• _Assigned task_
Go line by line through the entries below and copy those containing the string "other".

=== Section Start ===

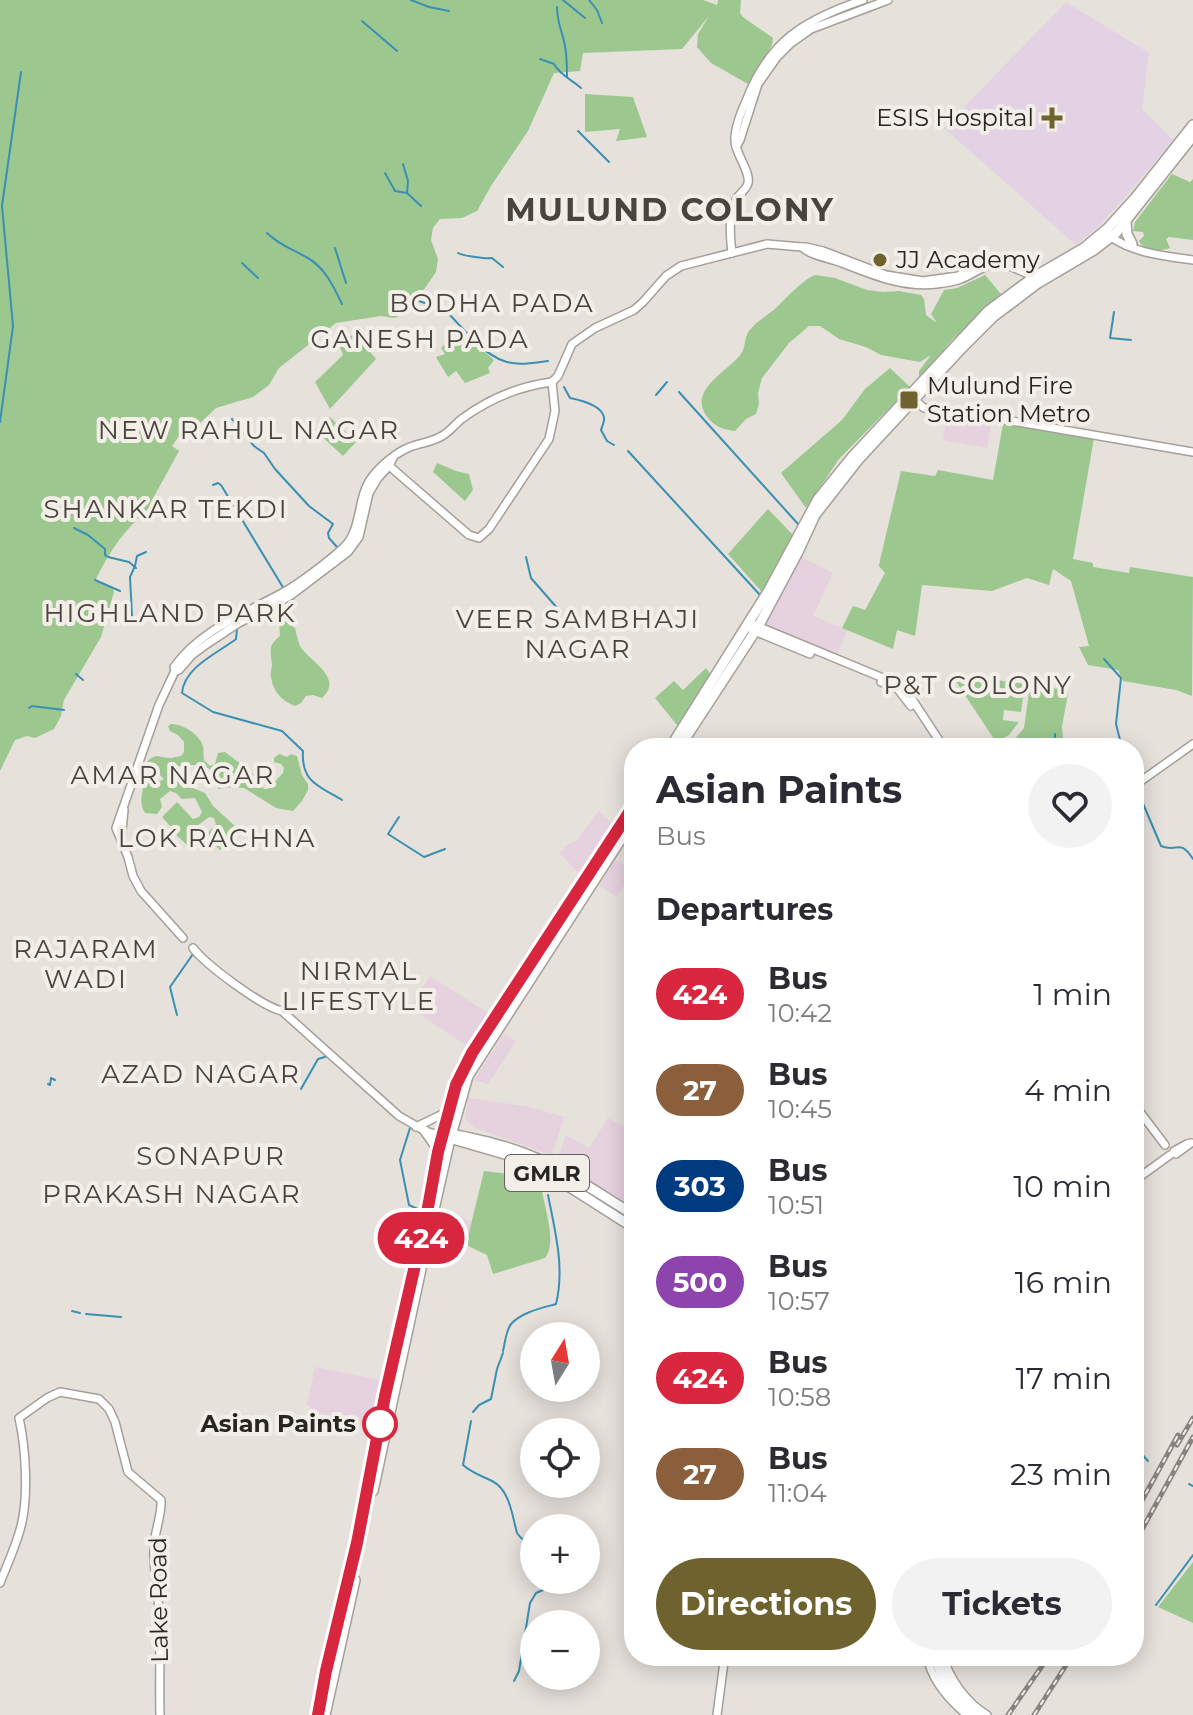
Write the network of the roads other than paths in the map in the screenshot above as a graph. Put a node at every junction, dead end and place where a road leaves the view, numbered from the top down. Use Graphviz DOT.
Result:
graph roads {
  1 [pos="863,0"];
  2 [pos="888,0"];
  3 [pos="1193,125"];
  4 [pos="1193,136"];
  5 [pos="736,147"];
  6 [pos="1126,222"];
  7 [pos="1109,233"];
  8 [pos="1134,246"];
  9 [pos="732,253"];
  10 [pos="1193,260"];
  11 [pos="967,274"];
  12 [pos="1040,277"];
  13 [pos="1023,278"];
  14 [pos="552,382"];
  15 [pos="918,398"];
  16 [pos="1193,452"];
  17 [pos="389,462"];
  18 [pos="755,628"];
  19 [pos="677,738"];
  20 [pos="685,738"];
  21 [pos="935,738"];
  22 [pos="1193,744"];
  23 [pos="1144,779"];
  24 [pos="624,821"];
  25 [pos="624,835"];
  26 [pos="183,938"];
  27 [pos="193,948"];
  28 [pos="481,1048"];
  29 [pos="454,1110"];
  30 [pos="1144,1117"];
  31 [pos="420,1129"];
  32 [pos="448,1136"];
  33 [pos="471,1138"];
  34 [pos="1192,1143"];
  35 [pos="493,1147"];
  36 [pos="438,1152"];
  37 [pos="1171,1152"];
  38 [pos="1144,1173"];
  39 [pos="624,1209"];
  40 [pos="624,1222"];
  41 [pos="0,1583"];
  42 [pos="723,1666"];
  43 [pos="929,1666"];
  44 [pos="937,1666"];
  45 [pos="947,1666"];
  46 [pos="160,1715"];
  47 [pos="318,1715"];
  48 [pos="325,1715"];
  49 [pos="717,1715"];
  50 [pos="967,1715"];
  51 [pos="978,1715"];
  52 [pos="987,1715"];
  1 -- 5 [label="street"];
  2 -- 5 [label="street"];
  3 -- 7 [label="main road"];
  4 -- 6 [label="main road"];
  5 -- 9 [label="street"];
  6 -- 7 [label="main road"];
  6 -- 8 [label="main road"];
  7 -- 8 [label="street"];
  7 -- 12 [label="main road"];
  8 -- 10 [label="street"];
  9 -- 11 [label="street"];
  9 -- 14 [label="street"];
  11 -- 12 [label="street"];
  11 -- 13 [label="street"];
  12 -- 13 [label="main road"];
  12 -- 15 [label="main road"];
  13 -- 15 [label="main road"];
  14 -- 17 [label="street"];
  14 -- 17 [label="street"];
  15 -- 16 [label="street"];
  15 -- 18 [label="main road"];
  15 -- 18 [label="main road"];
  17 -- 26 [label="street"];
  18 -- 19 [label="main road"];
  18 -- 20 [label="main road"];
  18 -- 21 [label="street"];
  22 -- 23 [label="street"];
  24 -- 28 [label="main road"];
  25 -- 28 [label="main road"];
  27 -- 31 [label="street"];
  28 -- 29 [label="main road"];
  29 -- 31 [label="street"];
  29 -- 32 [label="main road"];
  29 -- 33 [label="main road"];
  30 -- 37 [label="street"];
  31 -- 32 [label="street"];
  31 -- 36 [label="main road"];
  32 -- 33 [label="main road, GMLR"];
  32 -- 35 [label="main road, GMLR"];
  32 -- 36 [label="main road"];
  32 -- 48 [label="main road"];
  33 -- 35 [label="main road, GMLR"];
  34 -- 37 [label="street"];
  35 -- 39 [label="main road, GMLR"];
  35 -- 40 [label="main road, GMLR"];
  36 -- 47 [label="main road"];
  37 -- 38 [label="street"];
  41 -- 46 [label="street, Lake Road"];
  42 -- 49 [label="street"];
  43 -- 50 [label="street"];
  44 -- 51 [label="main road"];
  45 -- 52 [label="street"];
}
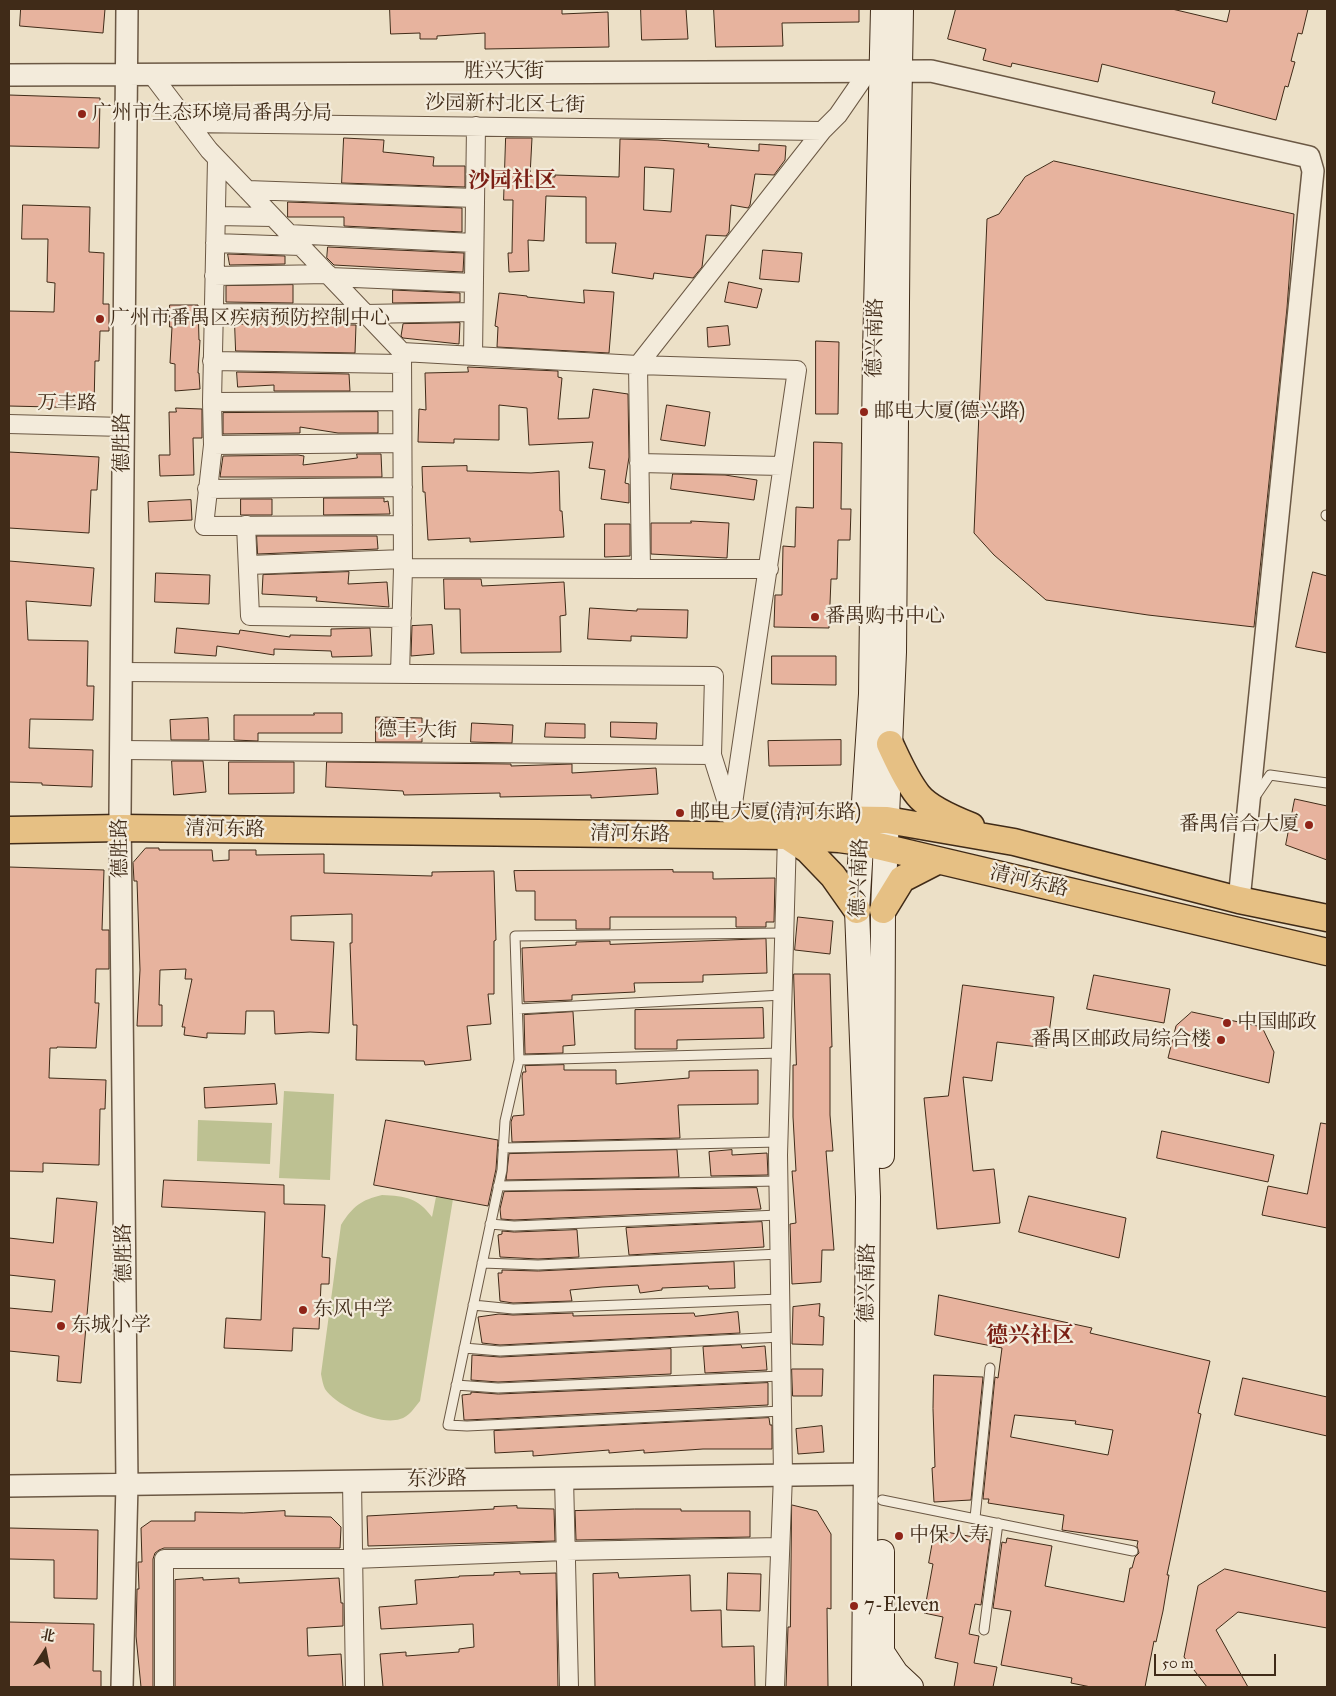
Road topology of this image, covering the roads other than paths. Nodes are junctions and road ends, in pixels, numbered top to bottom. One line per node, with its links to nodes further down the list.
1 (127, 9): 5 (street, 德胜路)
2 (883, 9): 4 (main road, 德兴南路)
3 (901, 9): 4 (main road, 德兴南路)
4 (888, 67): 6 (street, 胜兴大街); 10 (street); 11 (street); 49 (main road, 德兴南路); 53 (street, 胜兴大街); 58 (main road, 德兴南路)
5 (126, 74): 6 (street, 胜兴大街); 7 (street, 胜兴大街); 33 (street, 德胜路)
6 (152, 74): 8 (street)
7 (9, 75)
8 (188, 122): 9 (street, 沙园新村北区七街); 12 (street)
9 (476, 126): 10 (street, 沙园新村北区七街); 14 (street)
10 (822, 131): 29 (street)
11 (1279, 141)
12 (217, 159): 13 (street); 15 (street)
13 (247, 190): 14 (street); 16 (street)
14 (475, 198): 18 (street)
15 (216, 216): 16 (street); 19 (street)
16 (273, 217): 17 (street)
17 (294, 240): 18 (street); 19 (street); 21 (street)
18 (474, 242): 22 (street)
19 (215, 243): 20 (street)
20 (214, 276): 21 (street); 24 (street)
21 (329, 276): 22 (street); 25 (street)
22 (474, 283): 23 (street)
23 (473, 312): 25 (street); 26 (street)
24 (214, 313): 25 (street); 28 (street)
25 (365, 314): 27 (street)
26 (473, 356): 27 (street); 29 (street)
27 (402, 358): 28 (street); 30 (street)
28 (212, 361): 31 (street)
29 (638, 365): 36 (street); 37 (street)
30 (402, 401): 31 (street); 34 (street)
31 (212, 402): 35 (street)
32 (9, 424): 33 (street, 万丰路)
33 (123, 427): 47 (street, 德胜路)
34 (402, 443): 35 (street); 38 (street)
35 (213, 445): 39 (street)
36 (639, 462): 37 (street); 44 (street)
37 (782, 466): 45 (street)
38 (403, 487): 39 (street); 41 (street)
39 (207, 488): 40 (street)
40 (246, 525): 41 (street); 42 (street)
41 (403, 525): 43 (street)
42 (249, 564): 43 (street); 46 (street)
43 (403, 564): 44 (street); 46 (street)
44 (640, 569): 45 (street)
45 (769, 569): 55 (street)
46 (402, 618): 48 (street)
47 (122, 672): 48 (street); 50 (street, 德胜路)
48 (400, 674): 51 (street)
49 (890, 744): 58 (main road, 德兴南路); 60 (main road)
50 (121, 750): 51 (street, 德丰大街); 56 (street, 德胜路)
51 (712, 755): 55 (street)
52 (1327, 783): 53 (lane)
53 (1248, 806): 63 (street)
54 (9, 813): 56 (main road, 清河东路)
55 (731, 818): 56 (main road, 清河东路); 58 (main road, 清河东路)
56 (120, 821): 57 (main road, 清河东路); 59 (main road, 清河东路); 92 (street, 德胜路)
57 (9, 830)
58 (874, 832): 59 (main road, 清河东路); 60 (main road, 清河东路); 61 (main road, 清河东路); 64 (main road, 德兴南路)
59 (787, 836): 64 (main road); 66 (street)
60 (1014, 842): 62 (main road); 63 (main road, 清河东路)
61 (936, 861): 62 (main road, 清河东路); 64 (main road)
62 (1007, 877): 67 (main road, 清河东路)
63 (1239, 900): 65 (main road, 清河东路)
64 (870, 910): 88 (main road, 德兴南路); 94 (main road, 德兴南路)
65 (1327, 918)
66 (784, 933): 68 (street); 69 (lane)
67 (1327, 952)
68 (783, 995): 69 (lane); 70 (street)
69 (518, 1009): 71 (lane)
70 (781, 1053): 71 (lane); 72 (street)
71 (519, 1060): 73 (lane)
72 (779, 1142): 73 (lane); 74 (street)
73 (503, 1148): 75 (lane)
74 (779, 1181): 75 (lane); 76 (street)
75 (498, 1186): 77 (lane)
76 (779, 1215): 77 (lane); 78 (street)
77 (490, 1224): 79 (lane)
78 (780, 1254): 79 (lane); 80 (street)
79 (482, 1263): 81 (lane)
80 (780, 1299): 81 (lane); 82 (street)
81 (473, 1305): 83 (lane)
82 (781, 1337): 83 (lane); 85 (street)
83 (464, 1348): 86 (lane)
84 (990, 1368): 95 (lane)
85 (782, 1376): 86 (lane); 87 (street)
86 (456, 1385): 87 (lane)
87 (782, 1411): 89 (street)
88 (866, 1474): 89 (street, 东沙路); 108 (main road, 德兴南路)
89 (783, 1475): 90 (street, 东沙路); 97 (street)
90 (564, 1478): 91 (street, 东沙路); 99 (street)
91 (352, 1481): 92 (street, 东沙路); 100 (street)
92 (127, 1484): 93 (street, 东沙路); 103 (street, 德胜路)
93 (9, 1486)
94 (882, 1500): 95 (lane); 102 (main road, 德兴南路)
95 (975, 1518): 96 (lane)
96 (998, 1523): 98 (lane); 101 (lane)
97 (780, 1547): 99 (street); 107 (street)
98 (1133, 1550)
99 (566, 1552): 100 (street); 106 (street)
100 (354, 1559): 104 (street); 105 (street)
101 (984, 1630)
102 (882, 1652): 109 (main road, 德兴南路); 110 (main road)
103 (122, 1687)
104 (164, 1687)
105 (355, 1687)
106 (569, 1687)
107 (775, 1687)
108 (864, 1687)
109 (882, 1687)
110 (911, 1687)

=== Section End ===

• _Answer space_
Write the network of the roads other than paths in the map in the screenshot above as a graph. Put a node at every junction, dead end and place where a road leaves the view, numbered from the top down. Use Graphviz DOT.
Road topology of this image, covering the roads other than paths. Nodes are junctions and road ends, in pixels, numbered top to bottom. One line per node, with its links to nodes further down the list.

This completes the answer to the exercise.